» **About this exercise**: If a line of the records contains the string "main", copy it out.

### Source data

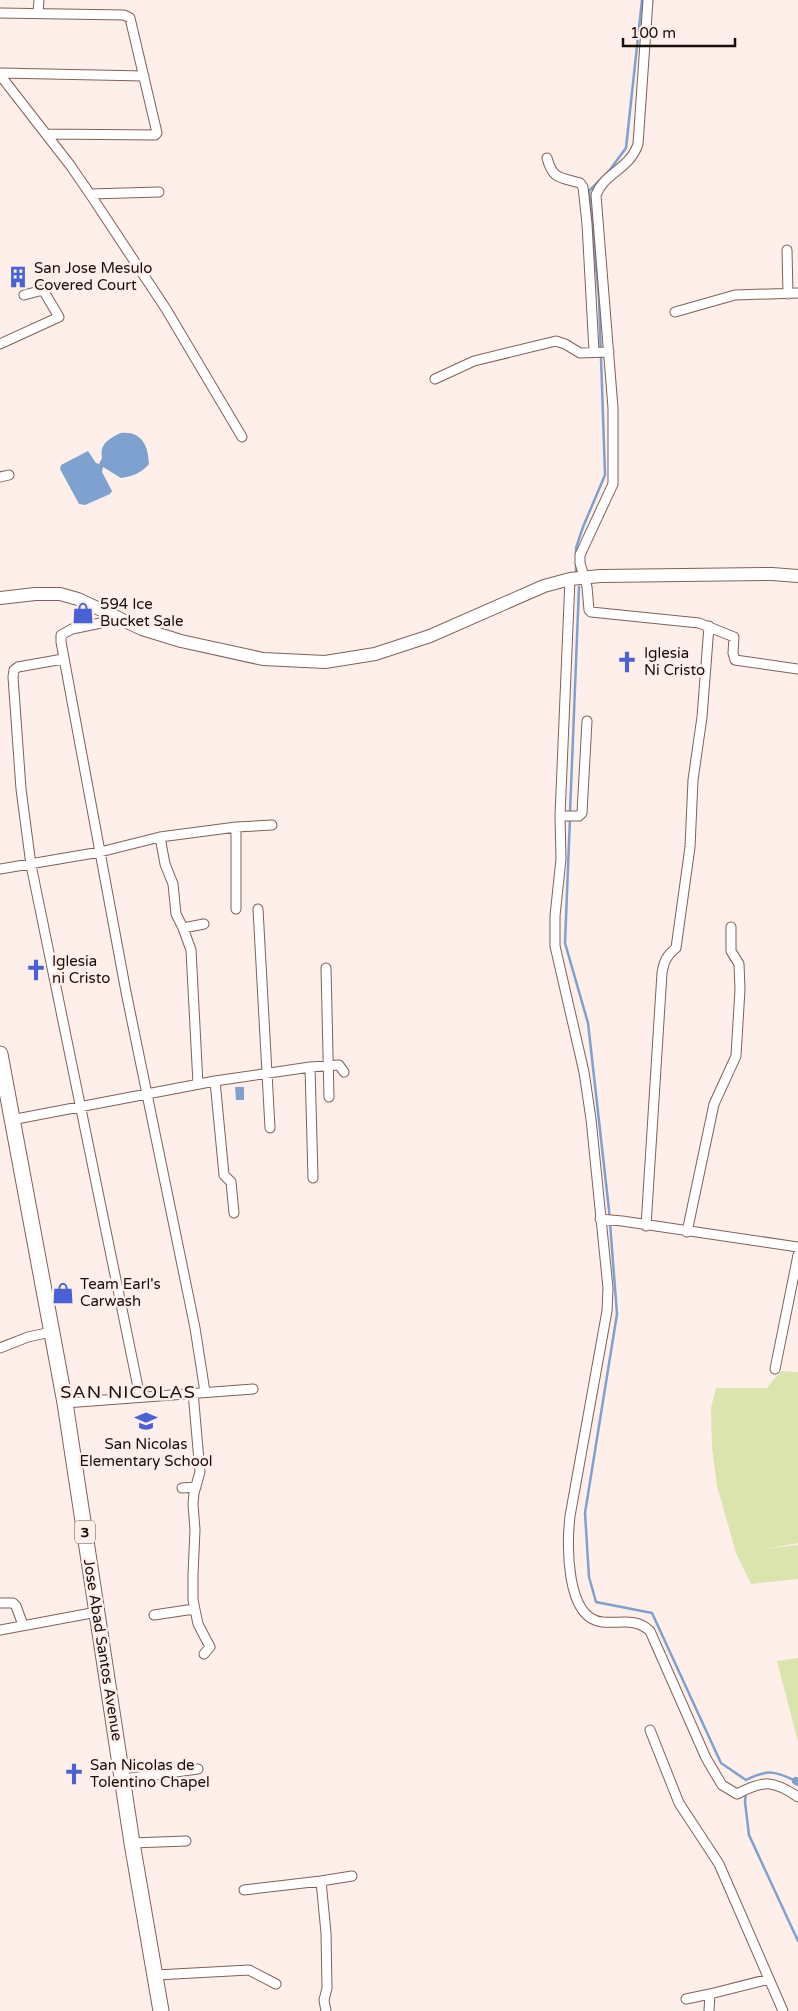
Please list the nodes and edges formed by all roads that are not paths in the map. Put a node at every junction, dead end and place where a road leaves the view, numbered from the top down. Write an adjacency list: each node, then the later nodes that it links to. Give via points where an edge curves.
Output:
1 (39, 0): 3 (street)
2 (648, 0): 13 (street, via 638,144 630,160 600,185 596,195)
3 (38, 12): 4 (street); 6 (street, via 124,15 130,18)
4 (0, 13)
5 (0, 74): 6 (street); 7 (street)
6 (144, 76): 7 (street, via 155,135)
7 (46, 134): 10 (street)
8 (547, 158): 12 (street, via 551,171 557,177 580,183 583,187)
9 (159, 192): 10 (street)
10 (90, 194): 21 (street, via 166,309)
11 (787, 250): 15 (street)
12 (591, 281): 13 (street); 19 (street)
13 (604, 281): 19 (street)
14 (798, 293): 15 (street)
15 (788, 294): 17 (street, via 735,295)
16 (24, 295): 18 (street, via 43,290 59,317)
17 (675, 312)
18 (0, 344)
19 (602, 351): 20 (street, via 580,353 556,341 474,361); 25 (street, via 613,408 613,484 580,555)
20 (435, 379)
21 (242, 437)
22 (10, 474): 23 (street)
23 (0, 477)
24 (798, 576): 25 (main road)
25 (584, 577): 26 (main road); 29 (street, via 592,612)
26 (570, 579): 28 (main road, via 544,586 421,639 375,654 325,662 263,659 181,641); 33 (street)
27 (0, 598): 28 (main road, via 60,594 78,598)
28 (120, 619): 30 (street, via 66,632 61,642)
29 (709, 626): 31 (street, via 734,637 735,660); 61 (street, via 681,919 676,948 669,954 662,973)
30 (64, 659): 37 (street); 38 (street, via 14,670 21,789)
31 (798, 669)
32 (587, 721): 33 (street, via 582,813 579,816)
33 (562, 816): 60 (street, via 555,946 584,1072)
34 (272, 824): 35 (street)
35 (236, 827): 36 (street); 40 (street)
36 (160, 837): 37 (street); 44 (street, via 173,884 176,914)
37 (100, 852): 38 (street); 53 (street)
38 (31, 865): 39 (street); 55 (street)
39 (0, 869)
40 (236, 909)
41 (258, 910): 50 (street)
42 (204, 924): 44 (street)
43 (731, 927): 62 (street, via 731,951 738,964 740,989 736,1056 714,1104)
44 (183, 928): 52 (street, via 191,950)
45 (326, 968): 47 (street)
46 (0, 1054): 56 (highway, Jose Abad Santos Avenue / 3)
47 (330, 1065): 48 (street); 49 (street, via 339,1065); 54 (street)
48 (310, 1067): 50 (street); 58 (street)
49 (344, 1072)
50 (266, 1073): 51 (street); 57 (street)
51 (214, 1081): 52 (street); 59 (street, via 224,1175 231,1182)
52 (198, 1084): 53 (street)
53 (146, 1094): 55 (street); 70 (street, via 195,1328)
54 (329, 1097)
55 (82, 1106): 56 (street); 71 (street)
56 (11, 1120): 65 (highway, Jose Abad Santos Avenue / 3)
57 (270, 1128)
58 (313, 1178)
59 (234, 1213)
60 (602, 1220): 61 (street); 85 (street, via 607,1311 570,1516 568,1554 573,1585 581,1608 591,1618 600,1622 637,1623 650,1631 706,1758 722,1785 737,1794 763,1783 774,1784)
61 (646, 1226): 62 (street)
62 (687, 1232): 63 (street)
63 (798, 1247)
64 (798, 1256): 67 (street)
65 (51, 1332): 66 (street, via 28,1336); 72 (highway, Jose Abad Santos Avenue / 3)
66 (0, 1348)
67 (775, 1369)
68 (253, 1389): 70 (street)
69 (193, 1392): 70 (street); 71 (street); 73 (street, via 200,1465)
70 (205, 1392)
71 (140, 1397): 72 (street)
72 (65, 1403): 77 (highway, Jose Abad Santos Avenue / 3)
73 (196, 1487): 74 (street); 76 (street, via 193,1504 196,1530)
74 (182, 1488)
75 (0, 1603): 79 (street, via 13,1603)
76 (194, 1610): 78 (street); 81 (street, via 210,1647)
77 (97, 1612): 79 (street); 84 (highway, Jose Abad Santos Avenue / 3)
78 (154, 1615)
79 (23, 1624): 80 (street)
80 (0, 1630)
81 (204, 1654)
82 (650, 1730): 92 (street, via 678,1803 719,1864)
83 (198, 1769): 84 (street)
84 (123, 1779): 87 (highway, Jose Abad Santos Avenue / 3)
85 (798, 1797)
86 (186, 1841): 87 (street)
87 (132, 1842): 91 (highway, Jose Abad Santos Avenue / 3)
88 (352, 1876): 89 (street)
89 (321, 1881): 90 (street); 97 (street, via 326,1933)
90 (244, 1890)
91 (156, 1975): 93 (street, via 249,1970); 96 (highway, Jose Abad Santos Avenue / 3)
92 (769, 1979): 94 (street); 99 (street)
93 (276, 1984)
94 (710, 1994): 95 (street); 98 (street)
95 (686, 1999)
96 (161, 2011)
97 (326, 2011)
98 (709, 2011)
99 (783, 2011)

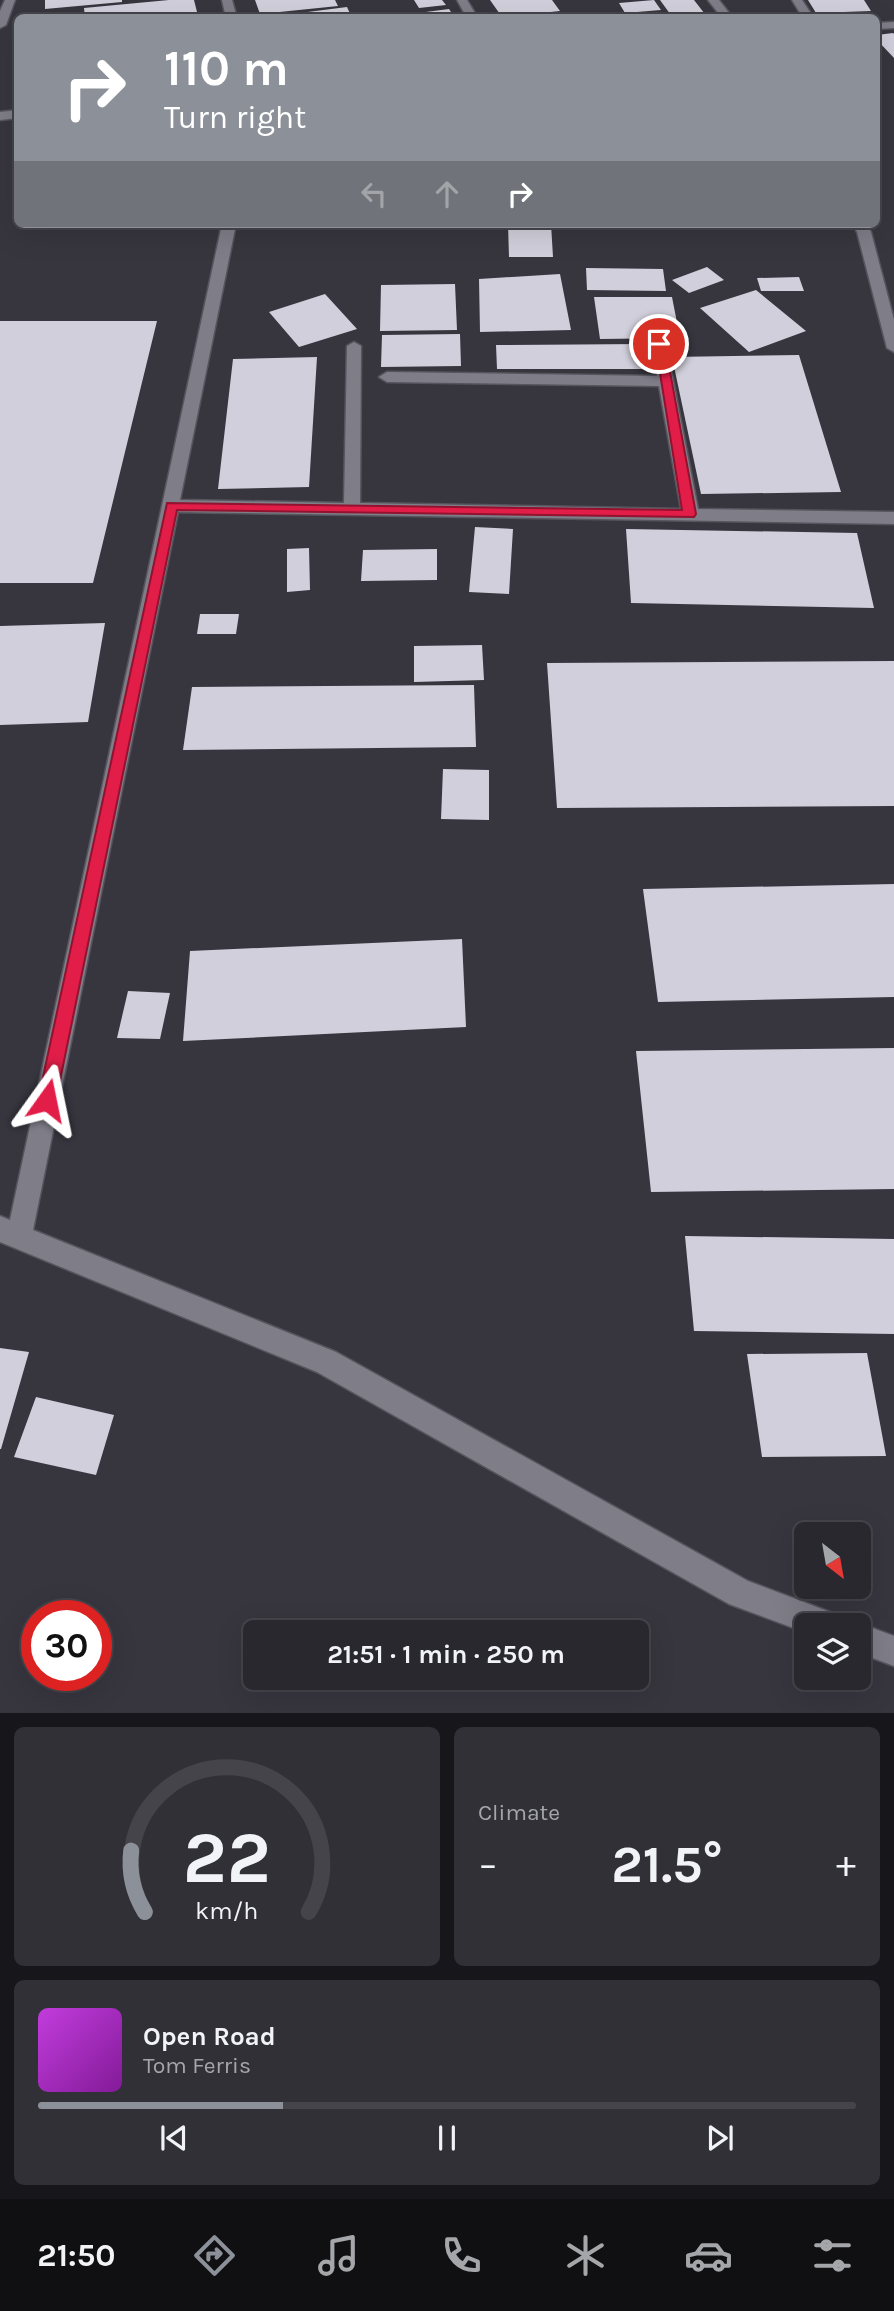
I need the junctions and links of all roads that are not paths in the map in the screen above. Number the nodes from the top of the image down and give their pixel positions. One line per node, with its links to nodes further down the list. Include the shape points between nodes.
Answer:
1 (10, 0): 4 (street)
2 (713, 0): 3 (street)
3 (725, 14)
4 (0, 25)
5 (228, 228): 12 (street)
6 (862, 228): 9 (street)
7 (659, 344): 11 (street)
8 (354, 346): 13 (street)
9 (894, 348)
10 (387, 377): 11 (street)
11 (666, 381): 14 (street)
12 (172, 506): 13 (street); 16 (street)
13 (352, 509): 14 (street)
14 (690, 514): 15 (street)
15 (894, 518)
16 (10, 1233): 17 (street, via 326,1362 740,1593)
17 (794, 1613)
18 (871, 1642): 19 (street)
19 (894, 1651)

######

» **Exercise response**:
24 (798, 576): 25 (main road)
25 (584, 577): 26 (main road); 29 (street, via 592,612)
26 (570, 579): 28 (main road, via 544,586 421,639 375,654 325,662 263,659 181,641); 33 (street)
27 (0, 598): 28 (main road, via 60,594 78,598)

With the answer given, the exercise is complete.